Episodi isolati ma attenzione alta
In provincia non si registrano situazioni allarmanti. Ma sono stati segnalati isolati episodi di vandalismo e intemperanza, generalmente avvenuti fuori dagli edifici scolastici. Tuttavia, tali comportamenti riflettono un disagio socio-familiare che si manifesta nei luoghi di aggregazione giovanile. Particolare attenzione è stata posta sul progressivo abbassamento dell’età dei soggetti coinvolti. Un elemento che rende necessario ripensare linguaggi e strumenti di prevenzione, coinvolgendo in modo più strutturato anche scuole primarie e secondarie di primo grado.
Il Prefetto ha invitato i partecipanti a definire metodi condivisi per migliorare l’ascolto e la gestione delle segnalazioni Assicurando il coinvolgimento dei servizi sanitari e sociali nei casi di fragilità, per evitare che comportamenti a rischio si consolidino nel tempo. Tutti i presenti si sono impegnati a mantenere alta l’attenzione e a rafforzare la collaborazione tra Comuni, Forze di Polizia, Autorità scolastiche e Servizi socio-sanitari, valorizzando una sinergia già attiva e ritenuta efficace.
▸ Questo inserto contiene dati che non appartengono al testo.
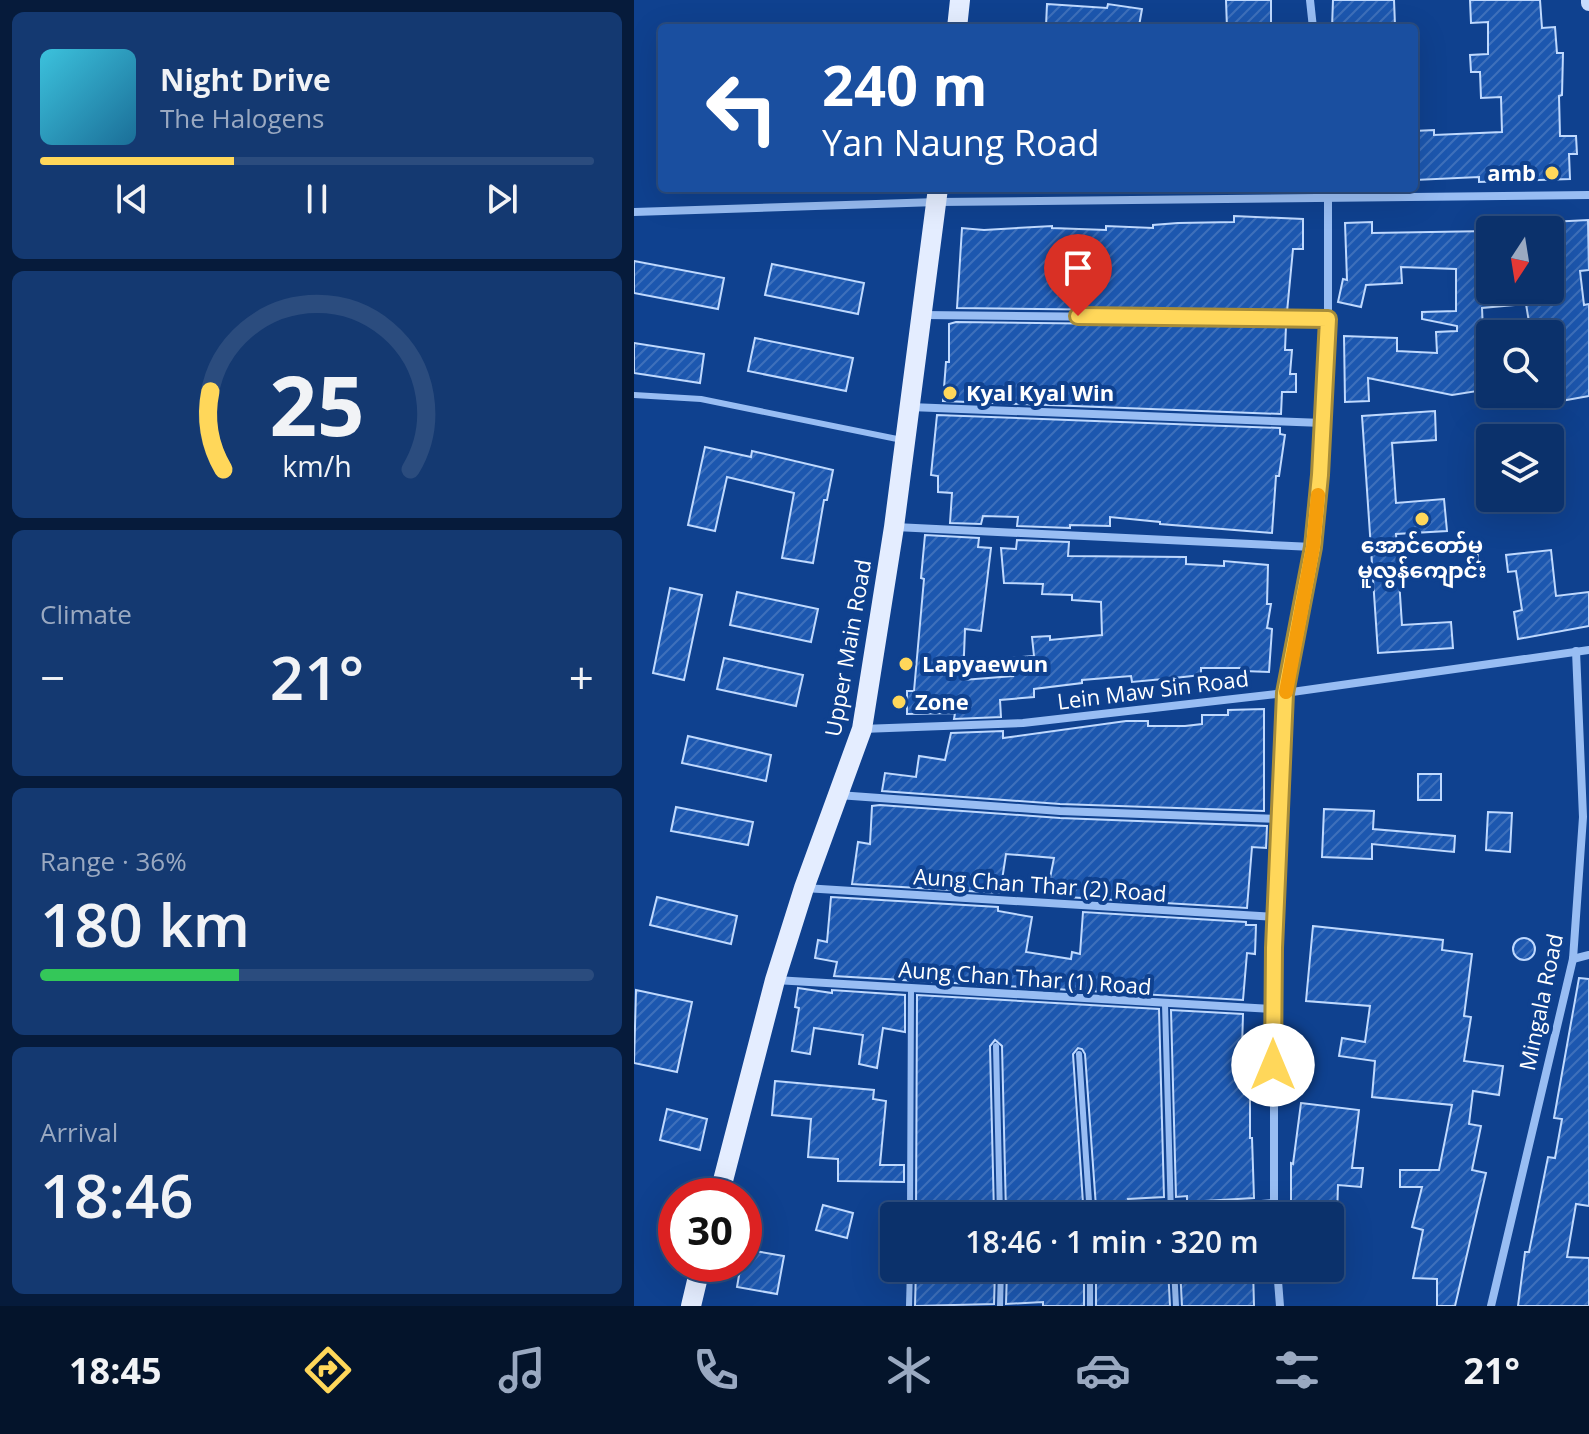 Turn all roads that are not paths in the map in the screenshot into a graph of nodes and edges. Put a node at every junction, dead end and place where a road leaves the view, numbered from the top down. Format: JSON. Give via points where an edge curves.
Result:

Controlli mirati e monitoraggio costante
Le Forze dell’Ordine continueranno a garantire controlli mirati all’esterno dei plessi scolastici. Specie nei punti di transito come stazioni e autostazioni e nei principali luoghi di ritrovo dei giovani. Sulla base dell’attività di monitoraggio e delle eventuali criticità che dovessero emergere, sarà valutata l’adozione di ulteriori misure di sicurezza. Calibrate progressivamente per rafforzare la percezione di tutela e garantire un ambiente educativo sempre più inclusivo e sereno.